(Saved entries)
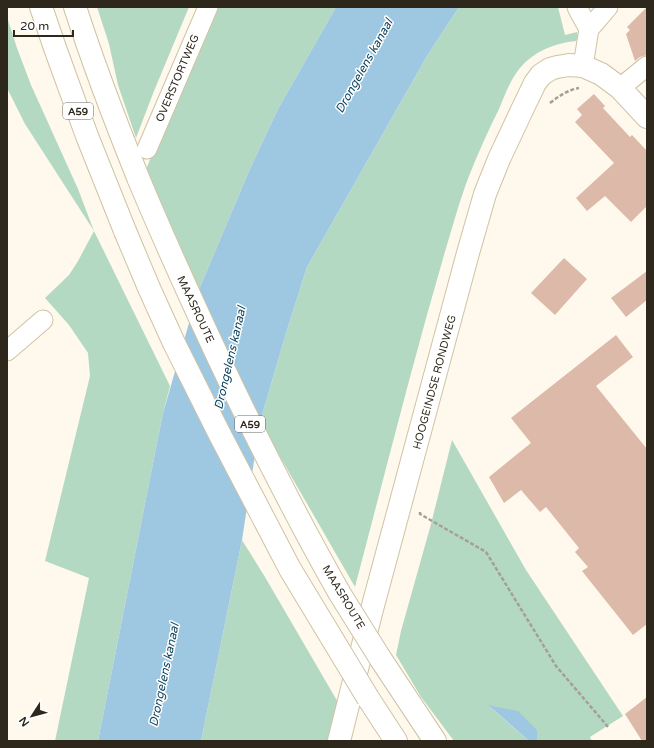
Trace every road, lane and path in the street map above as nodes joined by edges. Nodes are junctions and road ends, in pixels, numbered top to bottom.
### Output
1 (41, 7) edge
2 (75, 7) edge
3 (208, 7) edge
4 (577, 7) edge
5 (608, 7) edge
6 (589, 29) junction
7 (583, 66) junction
8 (647, 66) edge
9 (578, 88) dead end
10 (620, 88) junction
11 (546, 109) dead end
12 (647, 117) edge
13 (147, 149) dead end
14 (43, 320) dead end
15 (7, 351) edge
16 (420, 514) dead end
17 (609, 728) dead end
18 (339, 741) edge
19 (396, 741) edge
20 (435, 741) edge

1 - 19 main road, A59, bridge
2 - 20 main road, MAASROUTE / A59, bridge
3 - 13 street, OVERSTORTWEG
4 - 6 street
5 - 6 street
6 - 7 street
7 - 10 main road
7 - 18 main road, HOOGEINDSE RONDWEG
8 - 10 street
9 - 11 path
10 - 12 main road
14 - 15 street
16 - 17 path

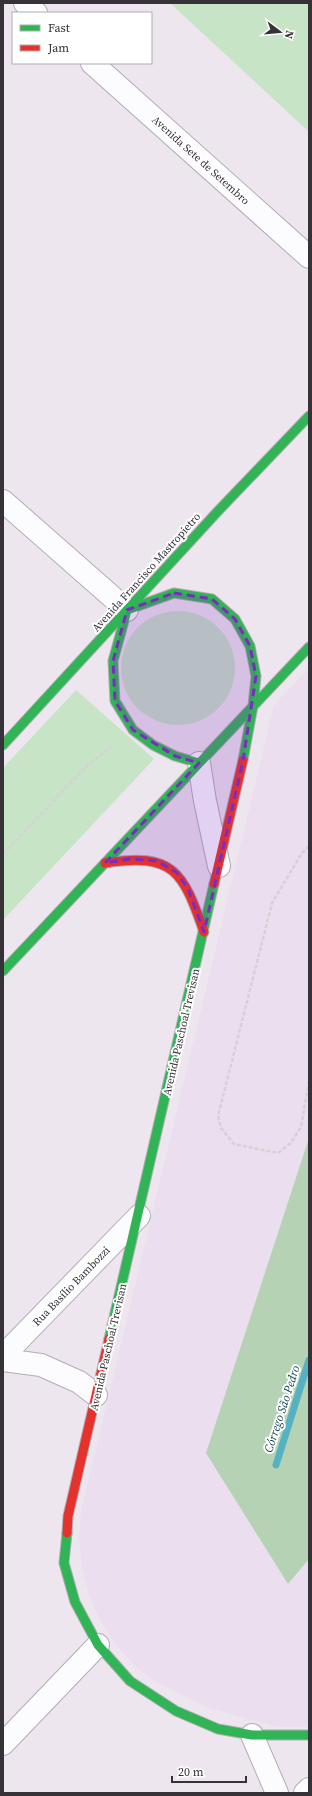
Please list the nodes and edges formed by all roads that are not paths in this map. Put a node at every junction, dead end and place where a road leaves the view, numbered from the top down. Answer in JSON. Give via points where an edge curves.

REQUIRED WORK: Copy every entry exactly; drop the pictures.

SOLUTION BELOW:
Trace every road, lane and path in the street map above as nodes joined by edges. Nodes are junctions and road ends, in pixels, numbered top to bottom.
### Output
1 (41, 7) edge
2 (75, 7) edge
3 (208, 7) edge
4 (577, 7) edge
5 (608, 7) edge
6 (589, 29) junction
7 (583, 66) junction
8 (647, 66) edge
9 (578, 88) dead end
10 (620, 88) junction
11 (546, 109) dead end
12 (647, 117) edge
13 (147, 149) dead end
14 (43, 320) dead end
15 (7, 351) edge
16 (420, 514) dead end
17 (609, 728) dead end
18 (339, 741) edge
19 (396, 741) edge
20 (435, 741) edge

1 - 19 main road, A59, bridge
2 - 20 main road, MAASROUTE / A59, bridge
3 - 13 street, OVERSTORTWEG
4 - 6 street
5 - 6 street
6 - 7 street
7 - 10 main road
7 - 18 main road, HOOGEINDSE RONDWEG
8 - 10 street
9 - 11 path
10 - 12 main road
14 - 15 street
16 - 17 path

Please list the nodes and edges formed by all roads that are not paths in this map. Put a node at every junction, dead end and place where a road leaves the view, numbered from the top down. Answer in JSON. Give via points where an edge curves.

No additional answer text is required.